# Aristo Craft live steam Mikado insane low price



## norman (Jan 6, 2008)

Hi folks: 

OK, Trainworld's price is 929.99. Not 930.00, but 929.99. 

Ridge Road Station is now accepting orders for the Aristo Craft Live Steam Mikado. Deposit required. Open Sunday. Call SUNDAY if you want one and place your order SUNDAY. I don't know how many Live Steam Mikados Ridge Road Station will be able to order. I believe the Train counter gentleman's name is Gerry. I won't say what the price is because no one will believe me. Gerry left me a voice mail. Voice mail quote " the price for the live steam Mikado is XXX, yes the price really is XXX , deposit required ". I sound like a late night used car saleman commercial! Price is significantly under 900.00. 

Personally, I will pass on the live steam Mikado. One can't buy everything. I keep repeating that to myself. 

I intend to buy the Aristo Craft Delton C-16 in live steam if it is produced. 

Happy steaming. 

Norman


----------



## turbohvn (Jan 7, 2008)

I have them at the same price, AND, I have them in stock for immediate shipment! 

Royce 
Quisenberry Station - Live Steam Models 
703-799-9643


----------



## YN (Sep 24, 2008)

I just purchased MIKADO at RRS when I visited NJ ( They sent it to NJ.), this time. I was quite satisfied with the price . I am checking the performance , quality from now. 

Yukio Nakagawa , Japan


----------



## Pete Thornton (Jan 2, 2008)

I intend to buy the Aristo Craft Delton C-16 in live steam if it is produced


Norman, 

In 1/24th scale? What's wrong with the Accucraft C-16 in 1/20.3 ? Or are you predominantly 1/29th scale (standard gauge) so you need a backwoods 2-8-0 like the RVR #15 at Steamtown?


----------



## Larry Green (Jan 2, 2008)

Pete,
I enjoyed seeing your picture of RV #15. As a teenager in New Jersey, I remember #15 still in service, and she was kept just about as *****-and-span as she is in your photo.
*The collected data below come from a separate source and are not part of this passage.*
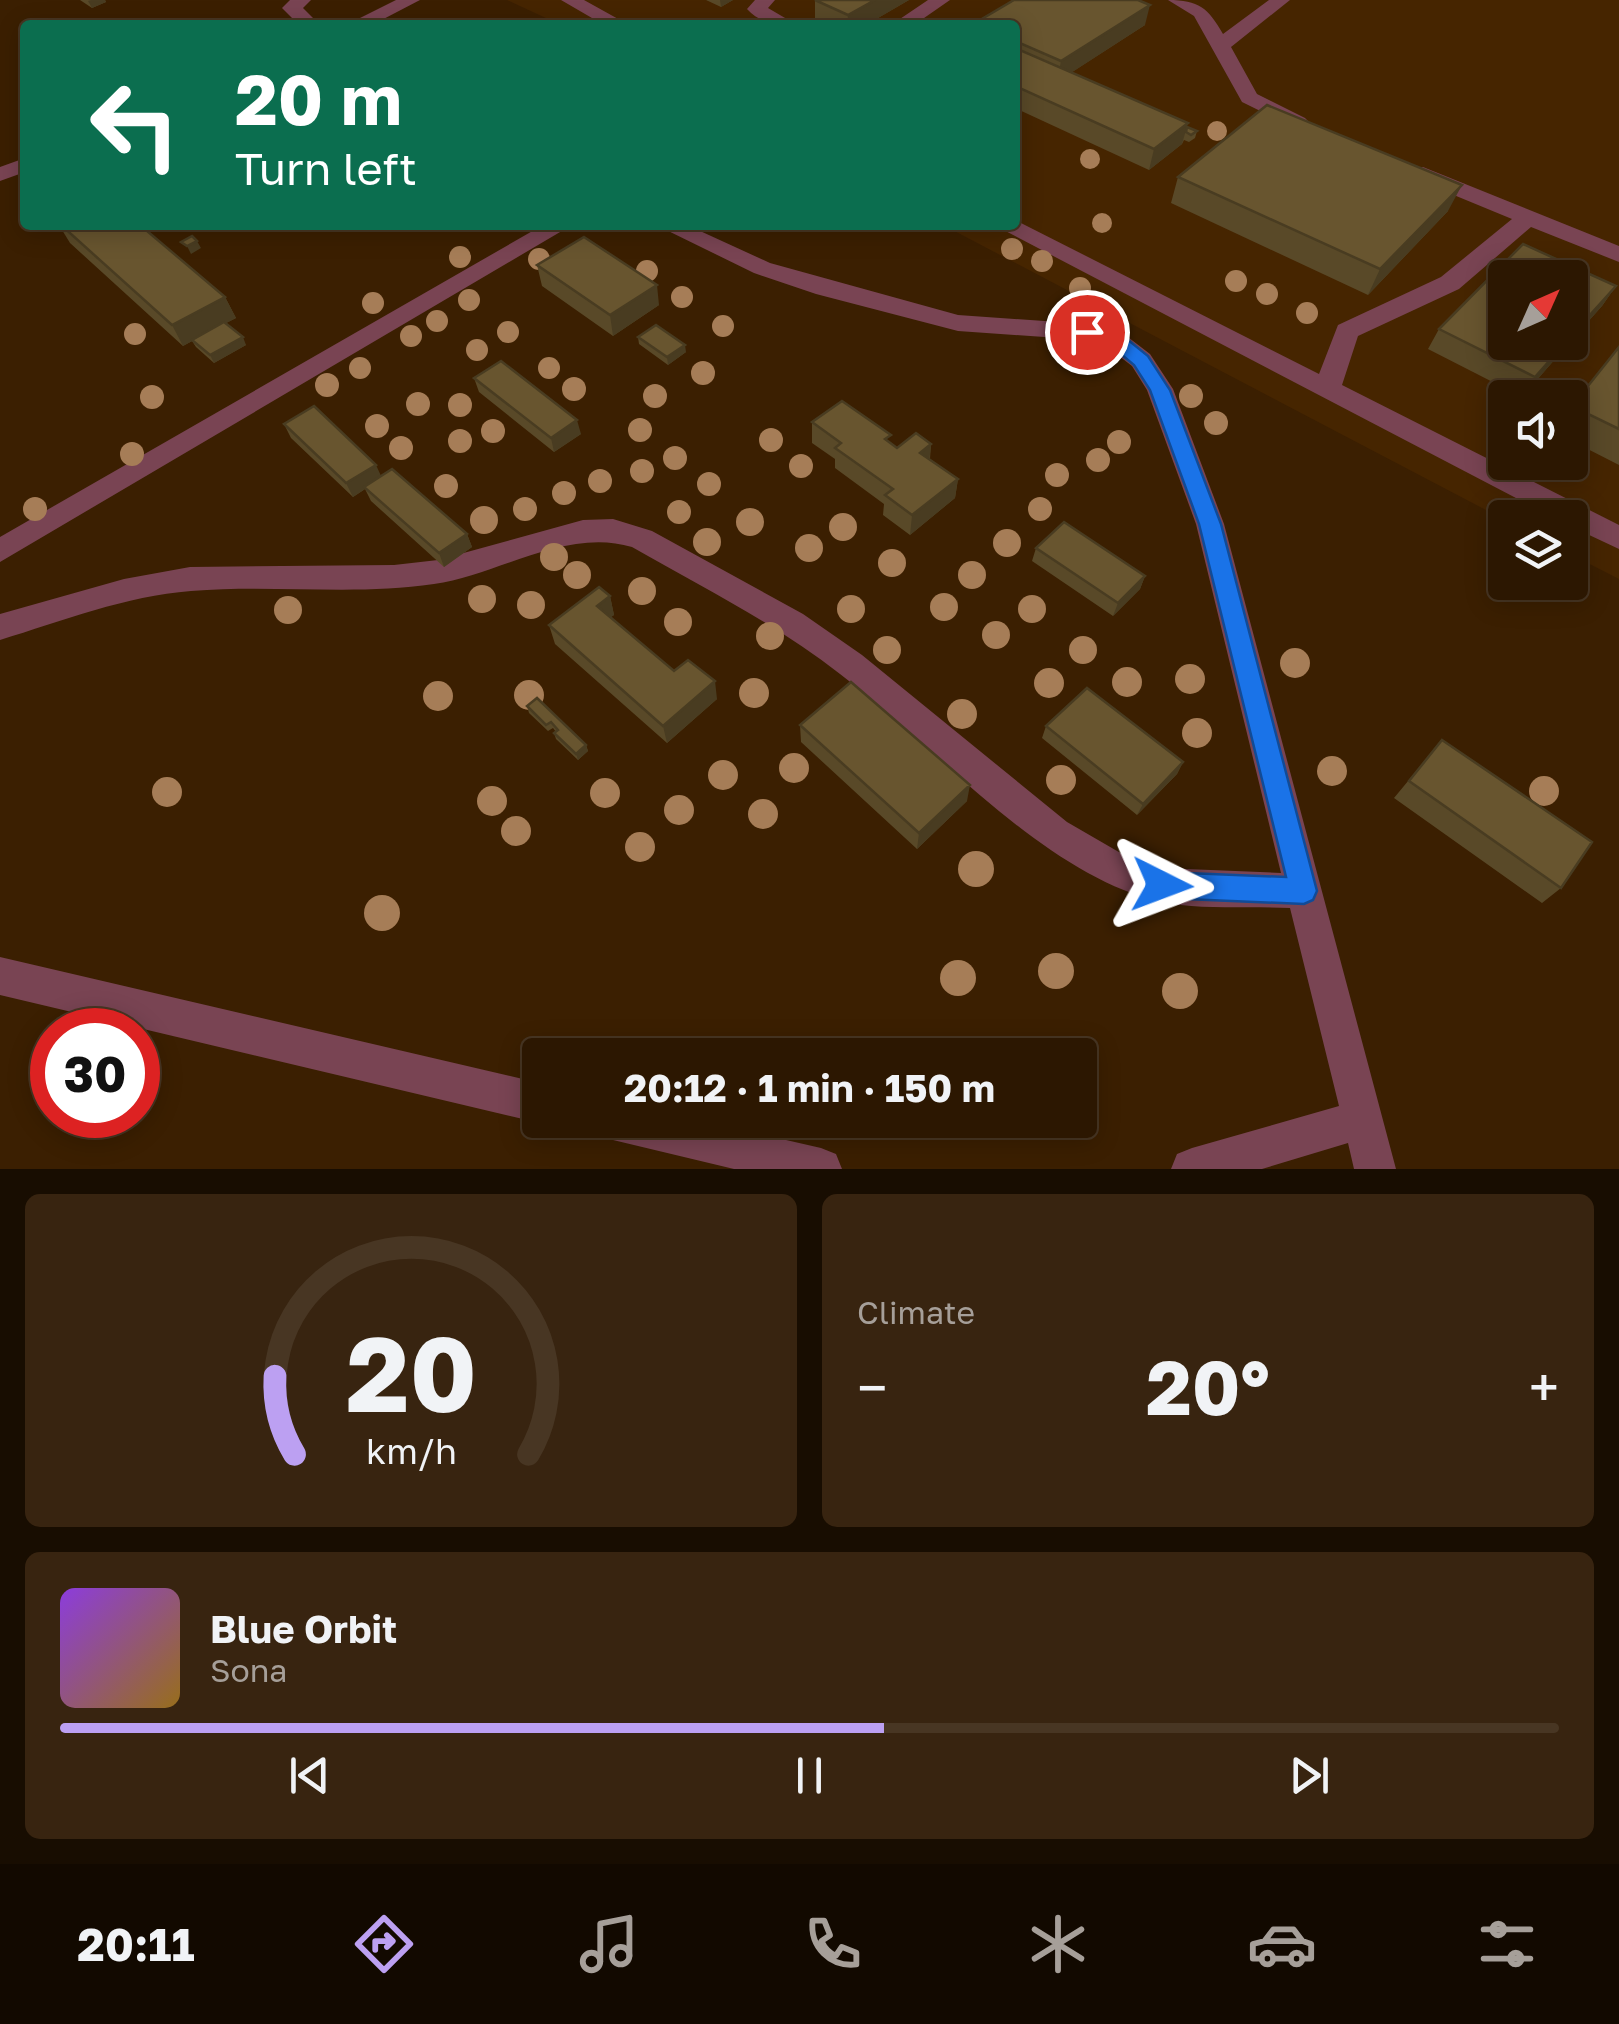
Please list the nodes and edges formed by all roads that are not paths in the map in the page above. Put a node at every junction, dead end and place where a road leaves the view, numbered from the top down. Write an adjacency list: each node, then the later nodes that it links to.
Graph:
1 (302, 0): 8 (street)
2 (411, 0): 9 (street)
3 (570, 0): 10 (street)
4 (766, 0): 11 (street)
5 (941, 0): 12 (street)
6 (1177, 0): 13 (street)
7 (1281, 0): 13 (street)
8 (304, 20)
9 (367, 20)
10 (609, 20)
11 (777, 20)
12 (908, 20)
13 (1220, 46): 14 (street)
14 (1326, 134)
15 (1395, 162): 16 (street)
16 (1529, 218): 20 (street); 21 (street)
17 (551, 230): 23 (street)
18 (679, 230): 25 (street)
19 (1016, 230): 21 (street)
20 (1619, 255)
21 (1327, 390): 22 (street)
22 (1619, 538)
23 (0, 551)
24 (0, 628): 25 (street)
25 (1304, 891): 28 (street)
26 (0, 976): 27 (street)
27 (522, 1099)
28 (1362, 1118): 31 (street); 32 (street)
29 (689, 1138): 30 (street)
30 (821, 1169)
31 (1192, 1169)
32 (1375, 1169)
When the Rahway Valley dieselized with two GE 70-tonners, they built a new enginehouse, including a third stall to keep #15 under cover and secure as backup.

Sheetmetal drip pans were placed under the journals of the diesels to keep any oil from getting on the new concrete floor. Quite a change from the original building, which resembled a tobacco barn, with spaces between the board walls and a dirt floor.

I still have the long-spouted oil can from RV #13, which was set out for scrap on one of the Sunday visits my Dad and I used to make. 


Larry


----------